Everything that is within the scope of the Beatitudes and the works of mercy is in agreement with mission, is already proclamation, is already mission. The Church is not an NGO, the Church is something else. But the Church is also a field hospital, where everyone is welcome, as they are, where everyone’s wounds are healed. And this is part of her mission. Everything depends on the love that moves the heart of those who do things. If a missionary helps dig a well in Mozambique because he is aware that those he baptizes and evangelizes need it, how can it be said that that work is separate from evangelization?

Today what are the new focusses and sensitivities to put into practice in the processes aimed at making evangelization fruitful in the various social and cultural contexts?
Christianity does not embrace only one cultural model. As John Paul II acknowledged, “while remaining completely true to itself, with unswerving fidelity to the proclamation of the Gospel and the tradition of the Church, Christianity will also reflect the different faces of the cultures and peoples in which it is received and takes root”. The Holy Spirit embellishes the Church, with the new languages of persons and communities that embrace the Gospel. Thus the Church, taking up the values ​​of different cultures, becomes “sponsa ornate monilibus suis”, “the bride  bedecked with her jewels”, of which the Prophet Isaiah speaks. It is true that some cultures have been closely linked to the preaching of the Gospel and to the development of Christian thought. But in the period we are living, it becomes even more urgent to bear in mind that the revealed message is not identified with a particular culture. And when meeting new cultures, or cultures that have not accepted the Christian proclamation, we must not try to impose a determined cultural form together with the evangelical proposition. Today, in missionary work as well, it is even more important not to carry heavy baggage.

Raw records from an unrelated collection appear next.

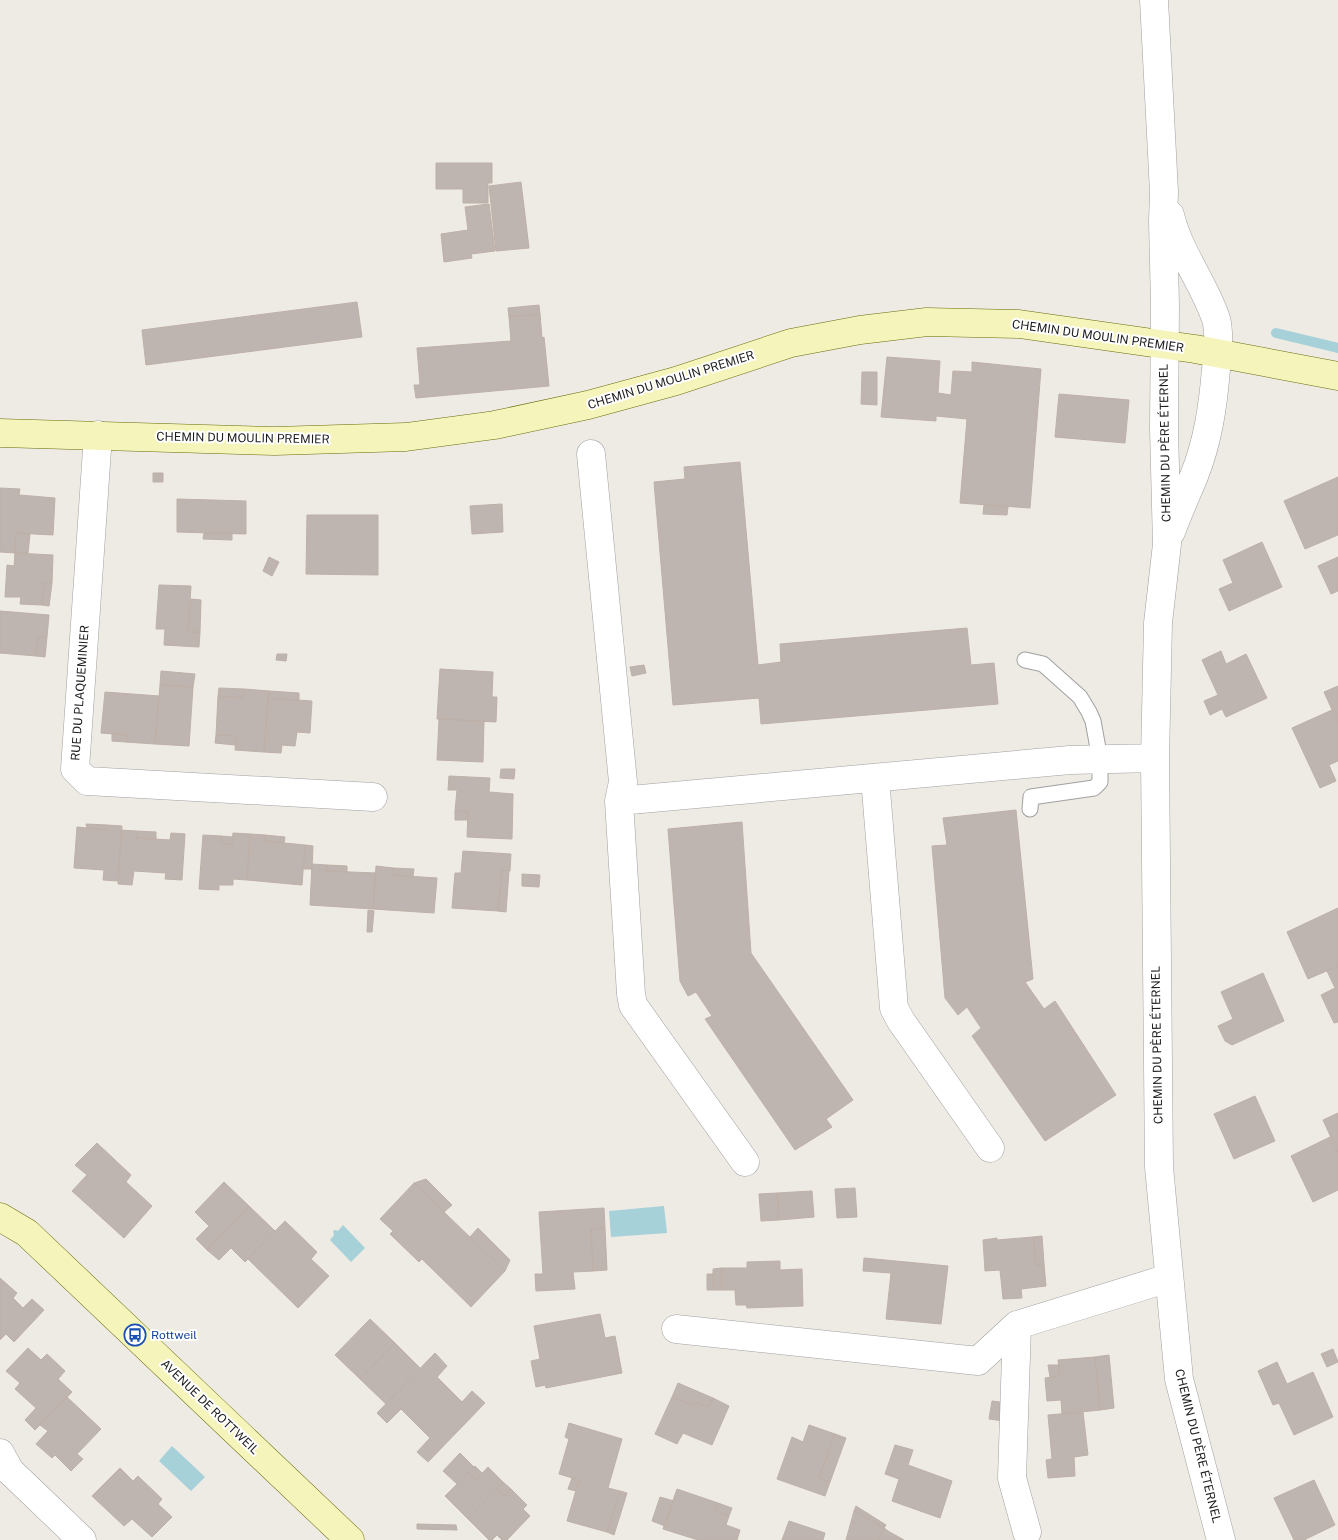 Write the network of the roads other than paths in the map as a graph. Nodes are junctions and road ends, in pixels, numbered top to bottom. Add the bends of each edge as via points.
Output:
1 (1154, 0) edge
2 (1164, 192) junction
3 (1164, 344) junction
4 (1218, 353) junction
5 (1338, 376) edge
6 (0, 433) edge
7 (98, 435) junction
8 (592, 454) dead end
9 (1167, 544) junction
10 (1025, 660) dead end
11 (1155, 758) junction
12 (1100, 759) junction
13 (875, 778) junction
14 (373, 797) dead end
15 (619, 801) junction
16 (1030, 809) dead end
17 (990, 1148) dead end
18 (746, 1162) dead end
19 (0, 1217) edge
20 (1169, 1278) junction
21 (1017, 1325) junction
22 (676, 1330) dead end
23 (0, 1453) edge
24 (1027, 1532) dead end
25 (82, 1540) edge
26 (350, 1540) edge
27 (1222, 1540) edge

1 - 2 street, CHEMIN DU PÈRE ÉTERNEL
2 - 3 street, CHEMIN DU PÈRE ÉTERNEL
2 - 4 street, CHEMIN DU PÈRE ÉTERNEL via 1181,248 1217,322
3 - 4 main road, CHEMIN DU MOULIN PREMIER
3 - 7 main road, CHEMIN DU MOULIN PREMIER via 1020,324 927,322 791,343 676,381 588,405 495,425 406,437 275,441
3 - 9 street, CHEMIN DU PÈRE ÉTERNEL
4 - 5 main road, CHEMIN DU MOULIN PREMIER
4 - 9 street, CHEMIN DU PÈRE ÉTERNEL via 1213,406 1206,436
6 - 7 main road, CHEMIN DU MOULIN PREMIER
7 - 14 street, RUE DU PLAQUEMINIER via 75,769 87,780
8 - 15 street via 623,782
9 - 11 street, CHEMIN DU PÈRE ÉTERNEL via 1158,623
10 - 12 lane via 1043,664 1080,697 1093,721
11 - 12 street
11 - 20 street, CHEMIN DU PÈRE ÉTERNEL via 1159,1167
12 - 13 street
12 - 16 lane via 1100,782 1094,788 1031,797
13 - 15 street
13 - 17 street via 894,1008
15 - 18 street via 633,1005
19 - 26 main road, AVENUE DE ROTTWEIL via 27,1233
20 - 21 street
20 - 27 street, CHEMIN DU PÈRE ÉTERNEL via 1178,1379
21 - 22 street via 978,1361
21 - 24 street via 1012,1478
23 - 25 street via 10,1470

Mission and martyrdom. You have often recalled the intimate bond uniting these two realities.
In Christian life the reality of martyrdom and evangelization both have the same origin, the same source: when the love of God poured into our hearts by the Holy Spirit gives strength, courage and consolation. Martyrdom is the maximum expression of the recognition of and the testimony rendered to Christ, which represents the fulfillment of mission, of apostolic work. I always think of the Coptic brothers slaughtered in Libya, who quietly uttered Jesus’ name while they were being beheaded. I think of Saint Mother Teresa’s Sisters murdered in Yemen, while they were taking care of Muslim patients in a home for disabled elderly people. The sisters were wearing work aprons over their religious habits when they were killed. They are all victors, not "victims". And their martyrdom, to the point of the shedding of blood, illuminates the martyrdom that everyone can suffer in everyday life, with the witness rendered to Christ every day. It’s what can be observed when visiting old missionaries in their nursing homes. They are often battered by the life they have had. A missionary told me that many of them lose their memories and no longer remember anything about the good they did. "But it does not matter", he told me, "because the Lord remembers it very well".